Paperback: Picador/Farrar, Straus and Giroux, New York, 2010
Book Review by Catherine Sezgin, ARCA Blog Editor-in-Chief, Part III

Charles Ephrussi moves to a ‘grander’ address at 11, avenue d’Iéna in the 7th arrondissement of Paris and begins purchasing pictures, the first of which were by Berthe Morisot. He would own 40 Impressionist works – by Morisot, Cassatt, Degas, Manet, Monet, Sisley, Pissarro and Renoir. A true story of Charles, a Manet painting, and an extra asparagus stalk is disguised by Proust in a reference to ‘Monsieur Elstir’s asparagus’. As part of his research, Mr. da Waal traveled to the National Gallery in London to see Monet’s Les bains de la Grenouillère once owned by Charles. Even the back of Charles Ephrussi’s head is depicted in Renoir’s Le déjeuner des canotiers, the Luncheon of the Boating Party. In 1899, Charles sent the 264 netsuke in a black vitrine with green velvet shelves and a mirrored back as a wedding gift to his first cousin, Victor and the Baroness Emmy Schey von Koromla, the great-grandmother of Edmund de Waal.

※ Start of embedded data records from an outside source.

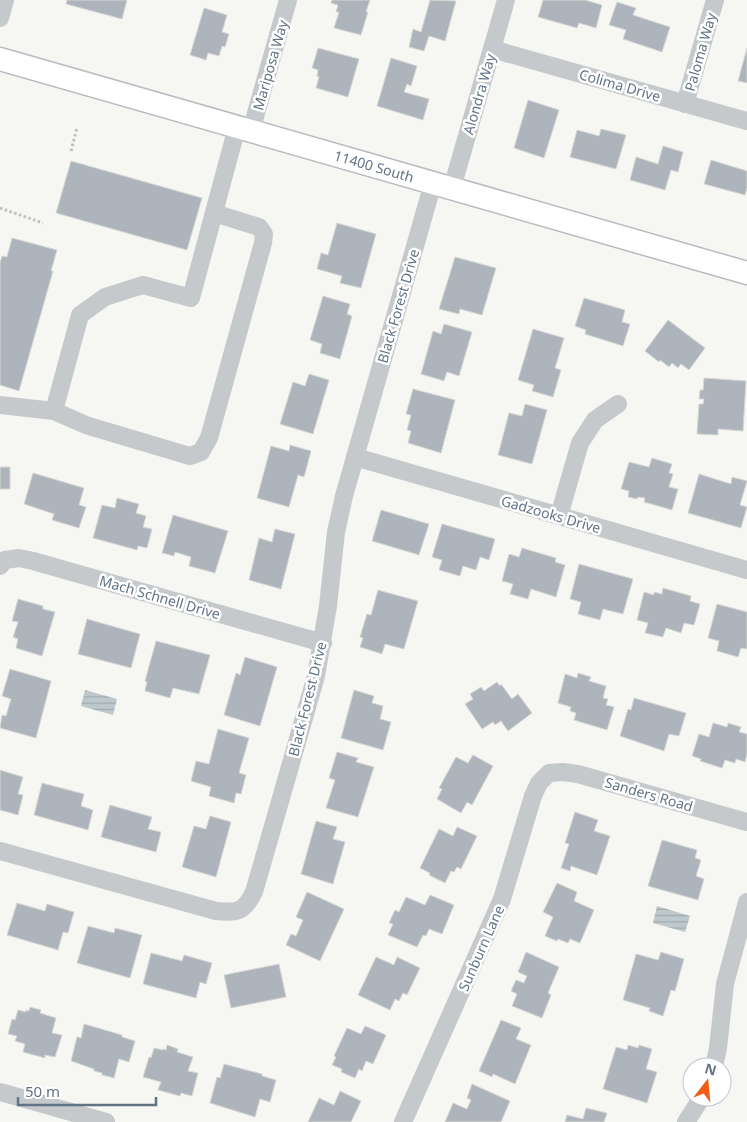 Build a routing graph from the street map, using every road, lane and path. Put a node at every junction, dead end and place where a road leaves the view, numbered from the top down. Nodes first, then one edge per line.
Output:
1 (5, 0) edge
2 (288, 0) edge
3 (506, 0) edge
4 (715, 0) edge
5 (0, 18) edge
6 (492, 49) junction
7 (0, 59) edge
8 (684, 104) junction
9 (747, 122) edge
10 (77, 128) dead end
11 (244, 129) junction
12 (71, 151) dead end
13 (442, 186) junction
14 (0, 208) edge
15 (214, 213) junction
16 (43, 223) dead end
17 (747, 273) edge
18 (618, 404) dead end
19 (0, 405) edge
20 (54, 411) junction
21 (355, 457) junction
22 (559, 516) junction
23 (0, 566) edge
24 (747, 570) edge
25 (322, 643) junction
26 (550, 773) joint
27 (747, 822) edge
28 (0, 851) edge
29 (747, 902) edge
30 (716, 1057) edge
31 (0, 1092) edge
32 (696, 1107) edge
33 (106, 1122) edge
34 (403, 1122) edge
35 (686, 1122) edge

1 - 5 street
2 - 11 street, Mariposa Way
3 - 6 street, Alondra Way
4 - 8 street, Paloma Way
6 - 8 street, Colima Drive
6 - 13 street, Alondra Way
7 - 11 main road, 11400 South
8 - 9 street, Colima Drive
10 - 12 path
11 - 13 main road, 11400 South
11 - 15 street, Mariposa Way
13 - 17 main road, 11400 South
13 - 21 street, Black Forest Drive
14 - 16 path
15 - 20 street, Mariposa Way
15 - 20 street
18 - 22 street
19 - 20 street
21 - 22 street, Gadzooks Drive
21 - 25 street, Black Forest Drive
22 - 24 street, Gadzooks Drive
23 - 25 street, Mach Schnell Drive
25 - 28 street, Black Forest Drive
26 - 27 street, Sanders Road
26 - 34 street, Sunburn Lane
29 - 30 street
31 - 33 street
32 - 35 street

The netsuke collection was set in the dressing room of the fashionable Baroness at the Palais Ephrussi on the Ringstrasse in Vienna. Emmy’s three children took out the objects and played with them while they visited their mother during her long ritual of dressing for her various social engagements, particularly on Sunday morning when their caregivers had the morning off to attend church. Mr. da Waal visited Vienna and researched the history of the family business and the contradictory relationship of his great-grandfather Viktor to business, art, and his family. During this period, Mr. da Waal tells of how Vienna, which under Emperor Franz Joseph had expanded the Jewish community, became increasingly anti-Semitic under a mayor whose philosophy would mentor Adolf Hitler.

The Ephrussi family considers themselves assimilated Jews, even celebrating the festivities of Christmas. Mr. da Waal describes the luxurious life of this family with the national events that would change their country and ultimately threaten their survival. The Ephrussi family was even able to leave ‘demonstrations against the Jews’ in Vienna during the First World War for their country home in Czechoslovakia for fresh food. Then in 1918 the Austro-Hungarian Empire is dissolved, the Emperor Karl flees to Switzerland and Austria becomes a republic. Mr. da Waal notes how his grandmother Elisabeth claimed her spot in the academic world as a poet and lawyer, one of the first women from the University of Vienna to receive a doctorate in law. Elizabeth marries a young Dutchman of the Reformed Church at an Anglican church in Paris.

Meanwhile, for two decades between two wars, Austria struggled along until it was annexed to Nazi Germany. Then in 1938, ‘six members of the Gestapo, in perfect uniforms walk straight in [the gates of the Palais Ephrussi].’ The Ephrussi men are declared enemies of the State and arrested. Emmy is relegated to two rooms at the back of the house while her husband Viktor and son Rudolf are imprisoned until they sign away all of the Ephrussi property – businesses, residence, and 100 years of possessions – to avoid being sent to the concentration camp in Dachau. Of all the objects stolen then sold, a loyal housekeeper named Anna risks her own safety to pocket the netsuke a few at a time until she could hide them in her mattress.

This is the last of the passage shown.